[Required action] The answer is to be the lines below that lie between the line holding "middle tip: (710, 575)" and the line holding "thumb ip: (1306, 691)", inclusive, transcribed exactly and free of pictures.
* * * * * * *
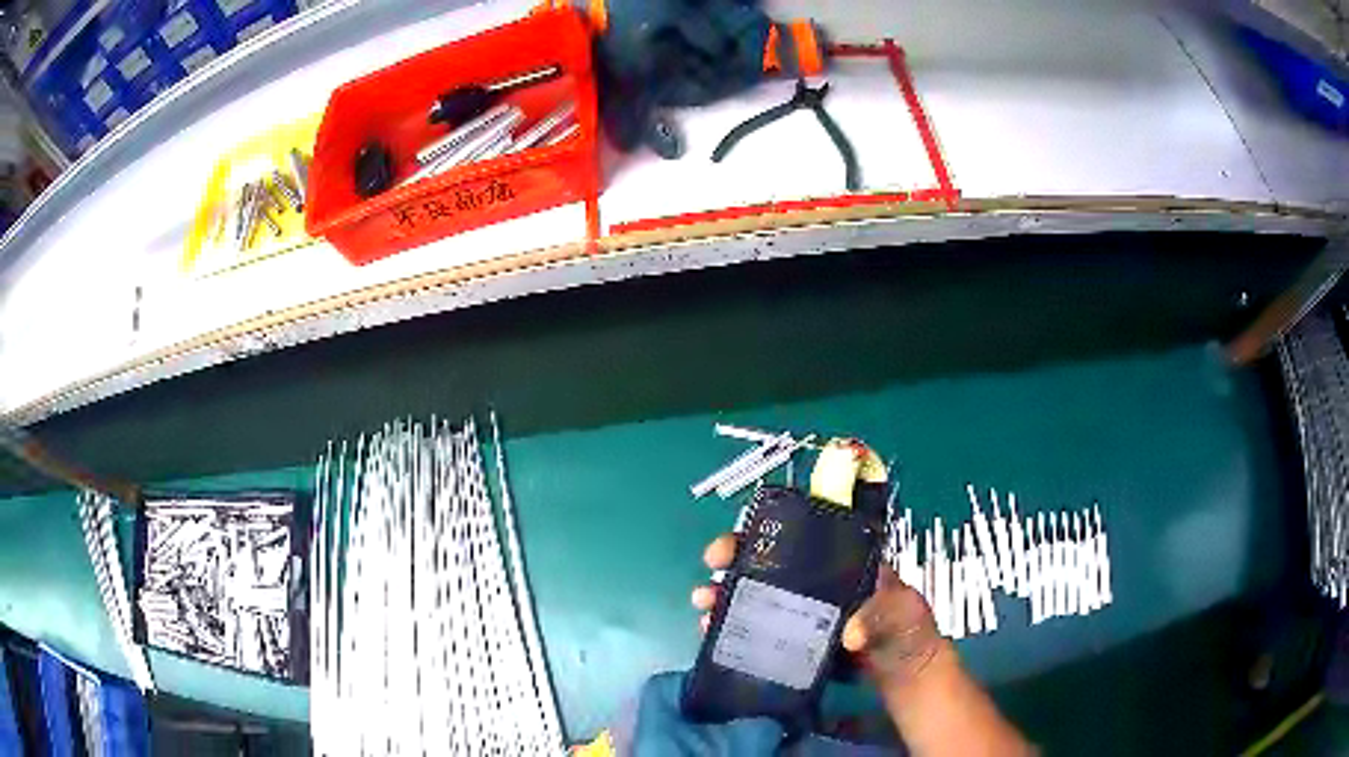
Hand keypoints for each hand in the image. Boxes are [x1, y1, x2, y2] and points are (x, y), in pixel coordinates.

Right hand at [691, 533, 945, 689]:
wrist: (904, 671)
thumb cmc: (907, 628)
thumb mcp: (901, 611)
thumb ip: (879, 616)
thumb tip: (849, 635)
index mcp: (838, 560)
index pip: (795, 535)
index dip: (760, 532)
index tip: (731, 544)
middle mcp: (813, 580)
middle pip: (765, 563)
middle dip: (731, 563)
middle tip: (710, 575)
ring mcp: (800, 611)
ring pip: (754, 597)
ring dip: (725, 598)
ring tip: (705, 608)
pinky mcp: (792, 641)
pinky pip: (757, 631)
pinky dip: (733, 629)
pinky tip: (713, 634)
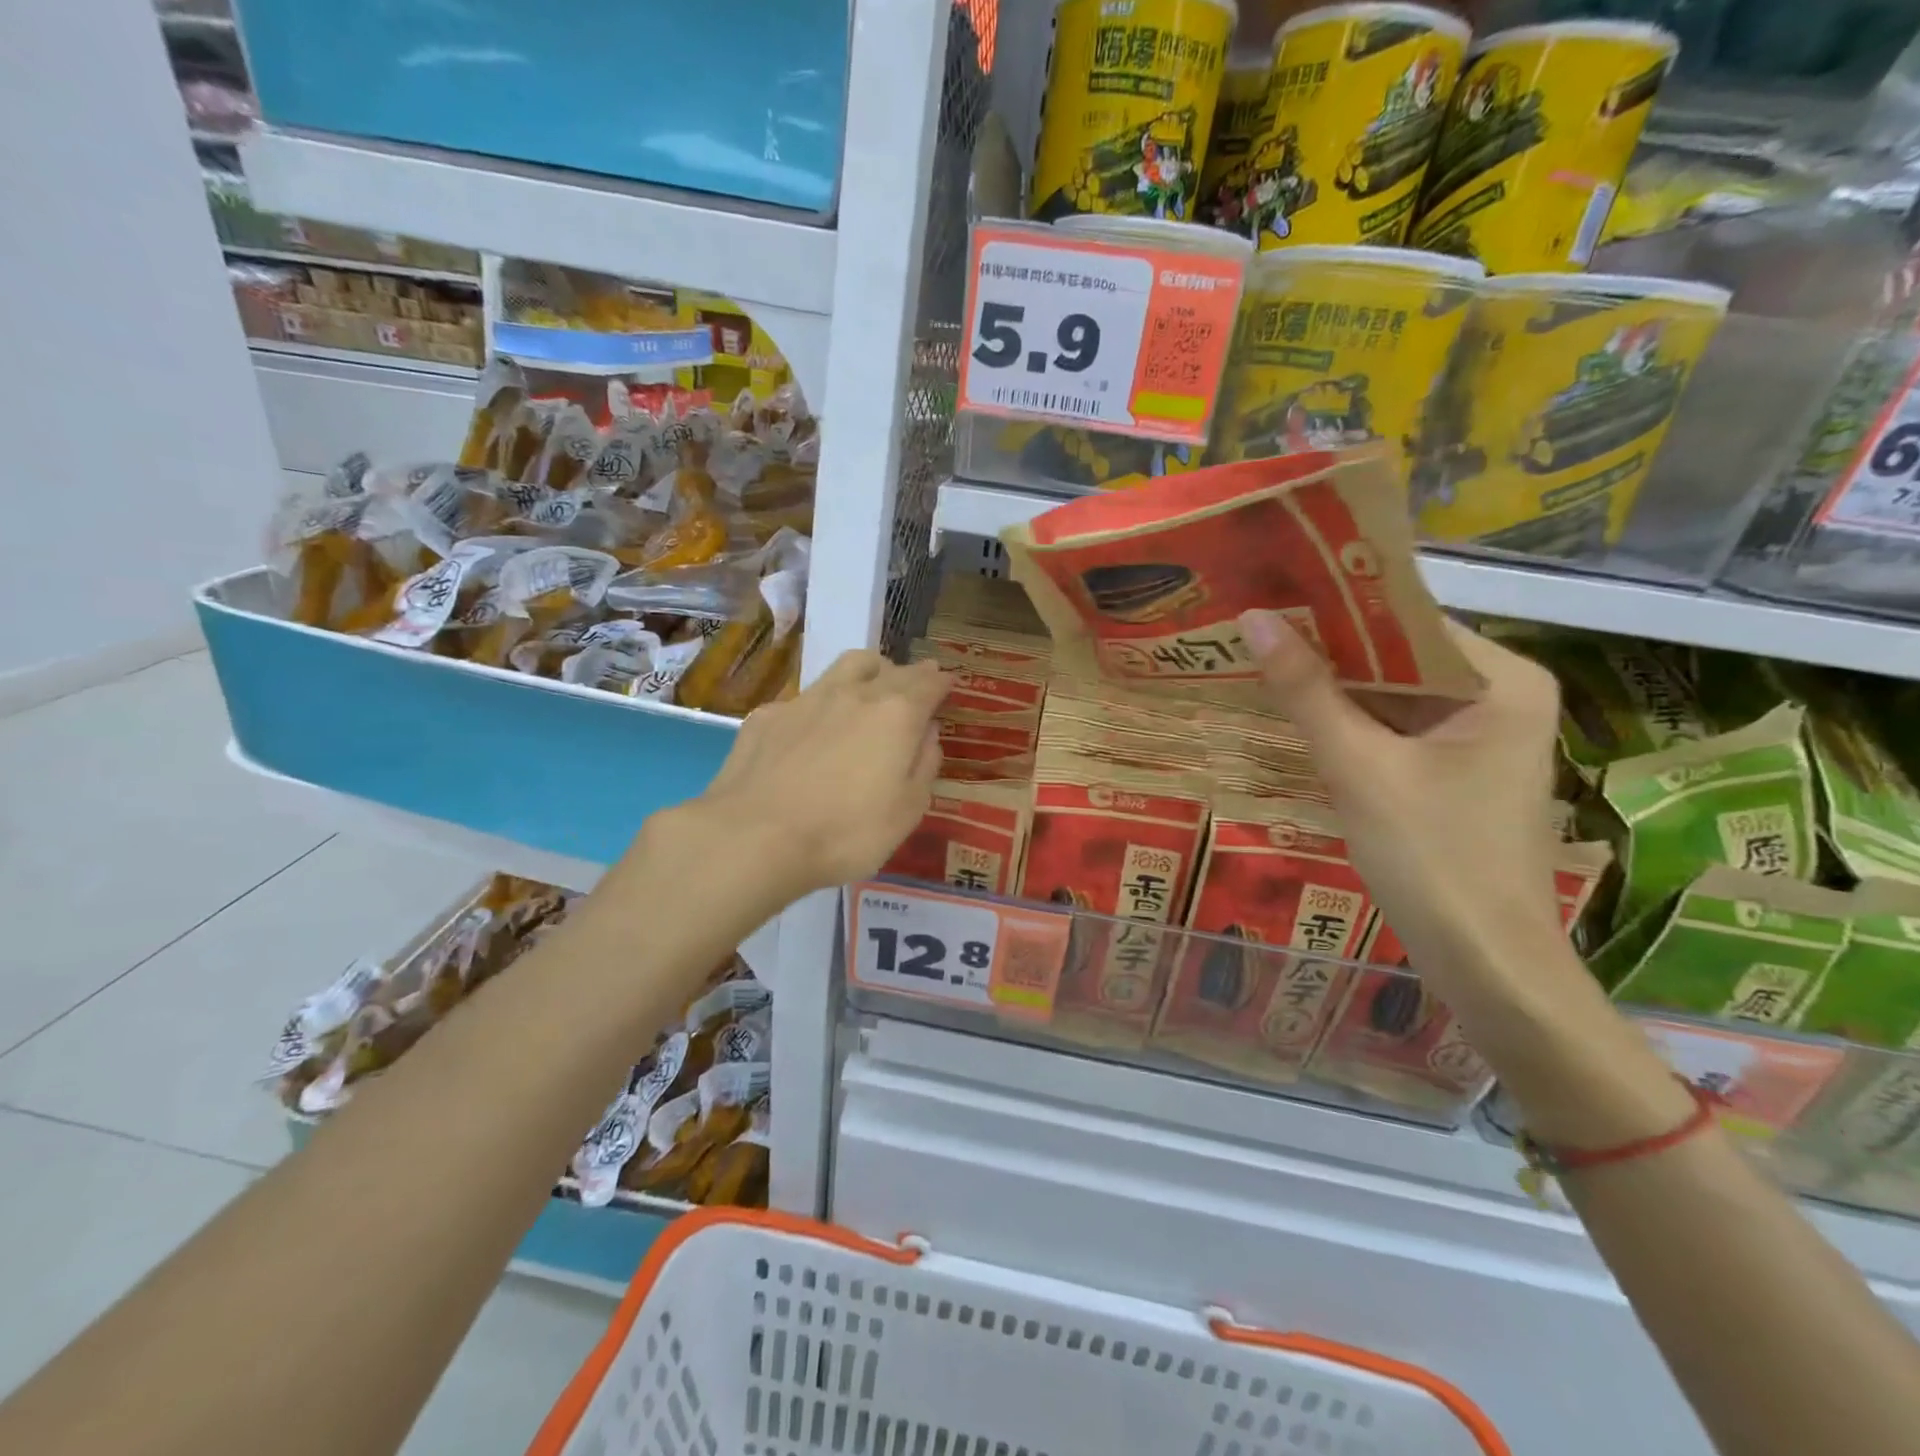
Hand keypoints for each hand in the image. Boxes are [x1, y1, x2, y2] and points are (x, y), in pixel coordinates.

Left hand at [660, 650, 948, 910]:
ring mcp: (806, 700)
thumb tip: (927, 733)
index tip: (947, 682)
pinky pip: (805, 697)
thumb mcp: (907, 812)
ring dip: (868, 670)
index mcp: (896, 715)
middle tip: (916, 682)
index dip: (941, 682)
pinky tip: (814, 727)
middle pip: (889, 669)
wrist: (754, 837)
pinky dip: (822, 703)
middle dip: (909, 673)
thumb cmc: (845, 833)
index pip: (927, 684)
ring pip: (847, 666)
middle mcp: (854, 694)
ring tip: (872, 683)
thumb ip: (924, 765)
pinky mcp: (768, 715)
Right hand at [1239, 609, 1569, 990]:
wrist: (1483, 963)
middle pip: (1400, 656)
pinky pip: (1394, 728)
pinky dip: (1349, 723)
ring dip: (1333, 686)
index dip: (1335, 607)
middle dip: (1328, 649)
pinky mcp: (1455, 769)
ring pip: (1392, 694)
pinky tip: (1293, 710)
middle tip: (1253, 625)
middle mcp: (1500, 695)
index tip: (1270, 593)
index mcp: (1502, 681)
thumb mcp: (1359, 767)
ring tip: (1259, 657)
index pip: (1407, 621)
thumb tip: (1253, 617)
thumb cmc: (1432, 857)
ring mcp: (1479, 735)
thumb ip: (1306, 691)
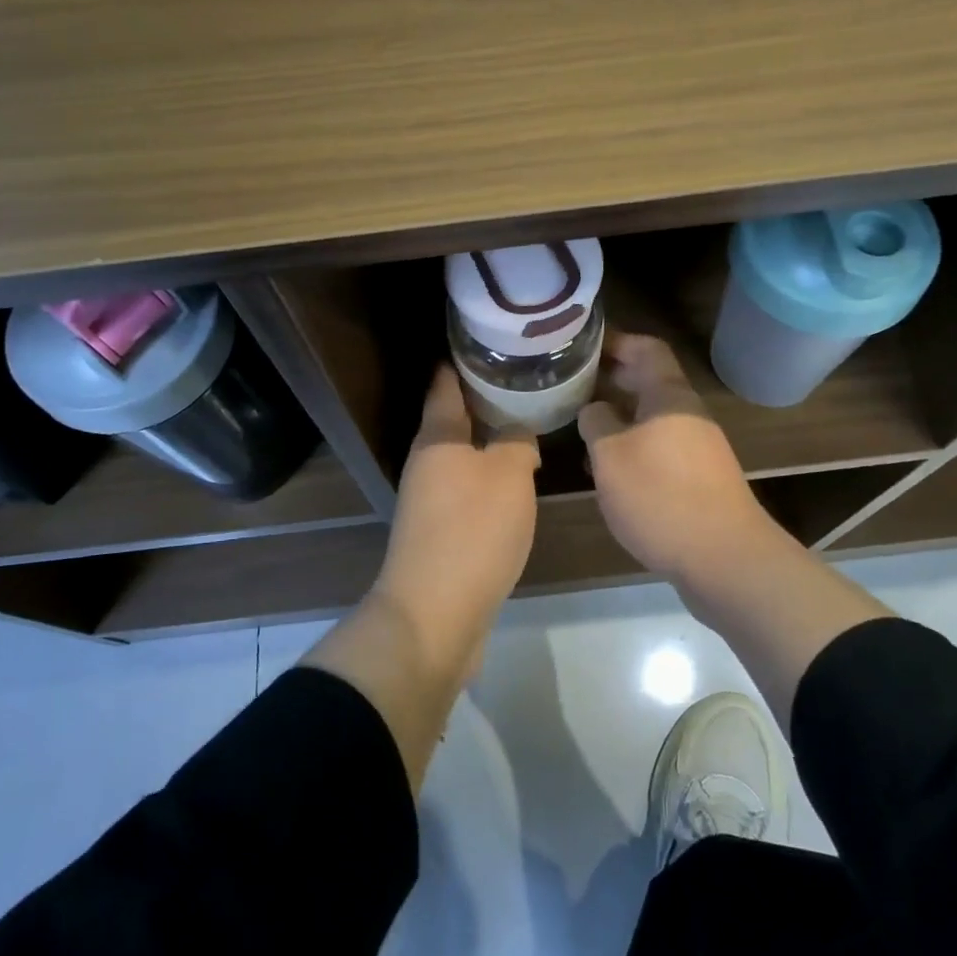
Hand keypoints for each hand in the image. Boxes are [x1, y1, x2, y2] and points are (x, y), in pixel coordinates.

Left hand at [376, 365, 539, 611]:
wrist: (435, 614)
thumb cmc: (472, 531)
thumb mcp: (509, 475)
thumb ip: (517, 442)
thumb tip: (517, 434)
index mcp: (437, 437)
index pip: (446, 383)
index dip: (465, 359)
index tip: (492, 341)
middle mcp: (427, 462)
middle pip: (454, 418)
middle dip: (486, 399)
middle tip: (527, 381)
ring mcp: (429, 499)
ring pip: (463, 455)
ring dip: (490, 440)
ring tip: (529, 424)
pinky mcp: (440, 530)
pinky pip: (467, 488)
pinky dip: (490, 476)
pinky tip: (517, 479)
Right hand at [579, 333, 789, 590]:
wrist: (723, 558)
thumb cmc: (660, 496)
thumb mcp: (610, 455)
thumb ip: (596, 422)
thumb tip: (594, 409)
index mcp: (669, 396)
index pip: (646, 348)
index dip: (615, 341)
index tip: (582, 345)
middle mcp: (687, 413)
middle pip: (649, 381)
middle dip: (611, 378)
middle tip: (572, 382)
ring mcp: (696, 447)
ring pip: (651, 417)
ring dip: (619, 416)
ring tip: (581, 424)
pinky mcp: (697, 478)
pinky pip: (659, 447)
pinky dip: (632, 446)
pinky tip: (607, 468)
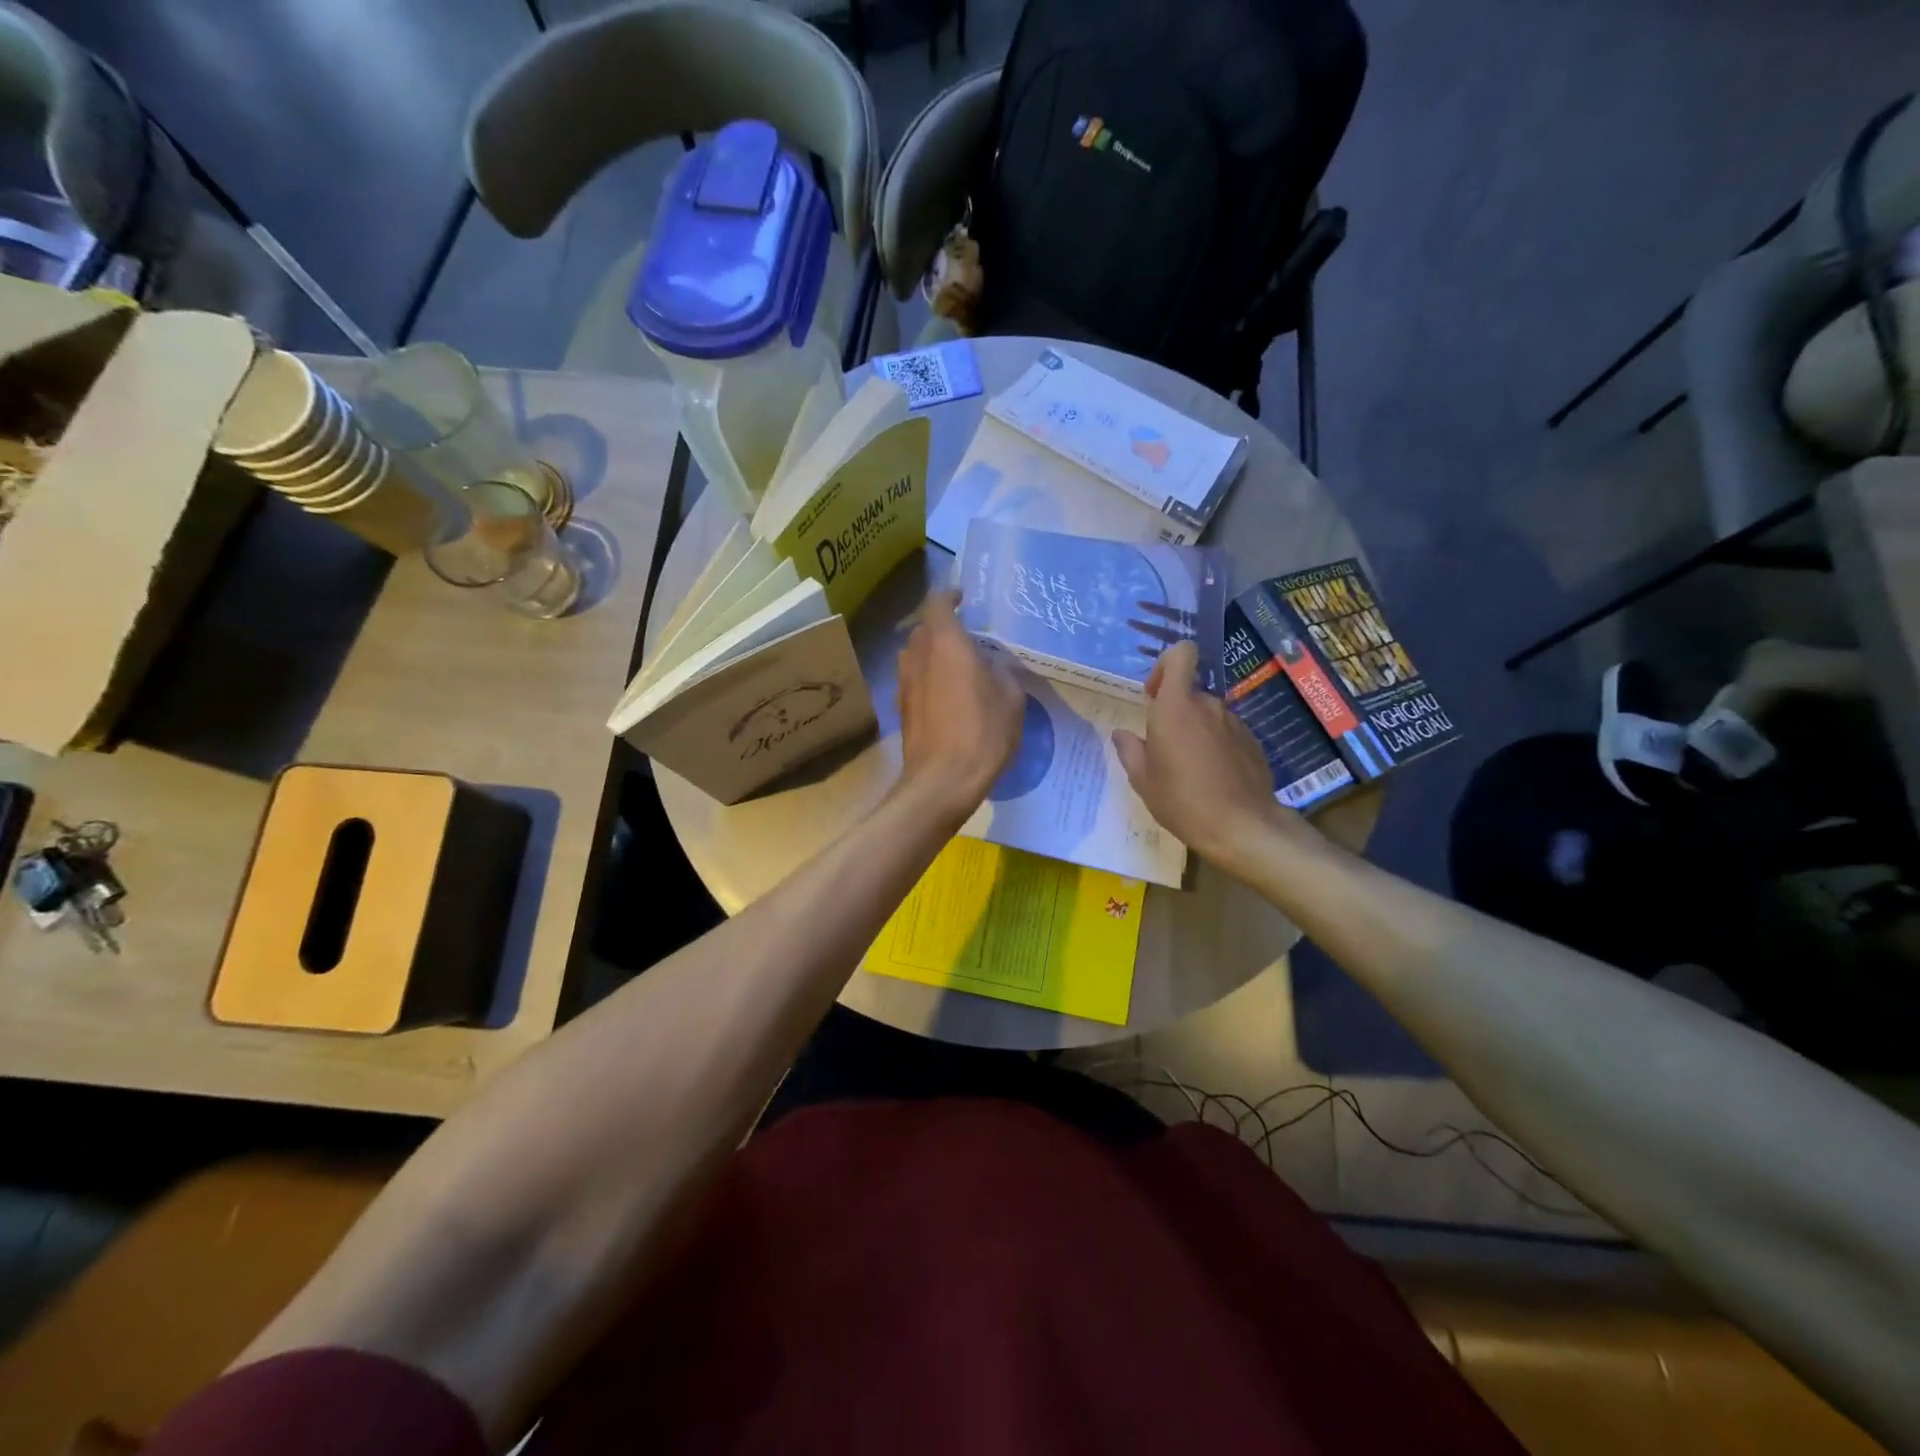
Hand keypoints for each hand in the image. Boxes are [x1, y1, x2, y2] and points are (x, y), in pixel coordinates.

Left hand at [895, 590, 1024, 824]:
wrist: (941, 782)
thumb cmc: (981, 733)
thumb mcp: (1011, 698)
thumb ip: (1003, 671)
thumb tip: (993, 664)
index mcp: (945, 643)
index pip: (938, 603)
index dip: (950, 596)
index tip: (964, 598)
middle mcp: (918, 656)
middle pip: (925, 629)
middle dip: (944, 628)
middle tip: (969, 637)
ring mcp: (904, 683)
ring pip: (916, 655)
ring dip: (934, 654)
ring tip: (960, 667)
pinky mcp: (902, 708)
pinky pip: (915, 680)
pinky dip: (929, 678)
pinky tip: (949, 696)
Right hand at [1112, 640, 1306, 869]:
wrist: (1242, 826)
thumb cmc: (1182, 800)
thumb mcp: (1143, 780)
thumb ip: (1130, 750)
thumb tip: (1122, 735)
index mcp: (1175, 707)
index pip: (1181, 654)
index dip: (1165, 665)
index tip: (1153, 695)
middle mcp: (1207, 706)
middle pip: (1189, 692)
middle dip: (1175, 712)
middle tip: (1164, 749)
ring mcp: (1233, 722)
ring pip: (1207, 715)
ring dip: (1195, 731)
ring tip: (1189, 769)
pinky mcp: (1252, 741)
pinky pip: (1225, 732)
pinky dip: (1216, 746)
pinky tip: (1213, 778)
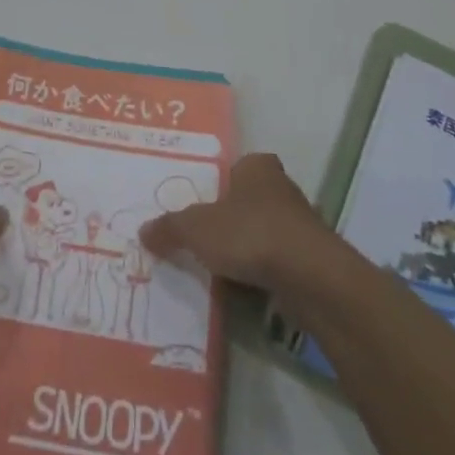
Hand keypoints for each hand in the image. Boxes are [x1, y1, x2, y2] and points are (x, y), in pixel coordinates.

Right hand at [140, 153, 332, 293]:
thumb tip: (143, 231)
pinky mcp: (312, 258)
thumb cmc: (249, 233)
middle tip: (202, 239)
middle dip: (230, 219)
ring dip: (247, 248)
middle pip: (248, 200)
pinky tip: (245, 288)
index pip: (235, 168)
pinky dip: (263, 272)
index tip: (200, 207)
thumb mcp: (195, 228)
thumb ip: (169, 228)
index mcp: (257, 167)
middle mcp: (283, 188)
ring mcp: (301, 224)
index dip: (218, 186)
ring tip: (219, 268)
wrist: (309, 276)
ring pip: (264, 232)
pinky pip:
* * * * * * *
[Output of the exercise]
middle tip: (710, 575)
ring mcp: (800, 611)
ring pip: (754, 597)
ring dip: (725, 598)
ring tip: (705, 608)
pinky mcp: (792, 641)
pinky pip: (757, 631)
pinky dip: (733, 629)
pinky tip: (713, 634)
Hand keypoints for each hand in the image. Boxes are [x1, y1, x2, y2] and points are (x, y), in pixel coordinates.

Left hand at [660, 650, 948, 910]:
ring mcp: (806, 700)
thumb tip: (927, 733)
index tip: (947, 682)
pinky pip: (805, 697)
thumb mcp: (907, 812)
ring dip: (868, 670)
index mcp: (896, 715)
middle tip: (916, 682)
index dip: (941, 682)
pinky tip: (814, 727)
middle pip: (889, 669)
wrist: (754, 837)
pinky dip: (822, 703)
middle dip: (909, 673)
thumb cmc: (845, 833)
index pip: (927, 684)
ring pip: (847, 666)
middle mcp: (854, 694)
ring tip: (872, 683)
thumb ip: (924, 765)
pinky mcp: (768, 715)
Right hand at [1239, 609, 1569, 990]:
wrist: (1483, 963)
middle pip: (1400, 656)
pinky pip: (1394, 728)
pinky dip: (1349, 723)
ring dip: (1333, 686)
index dip: (1335, 607)
middle dip: (1328, 649)
pinky mcp: (1455, 769)
ring pip: (1392, 694)
pinky tip: (1293, 710)
middle tip: (1253, 625)
middle mcp: (1500, 695)
index tip: (1270, 593)
index mcp: (1502, 681)
thumb mcp: (1359, 767)
ring tip: (1259, 657)
index pip: (1407, 621)
thumb tip: (1253, 617)
thumb cmc: (1432, 857)
ring mcp: (1479, 735)
thumb ip: (1306, 691)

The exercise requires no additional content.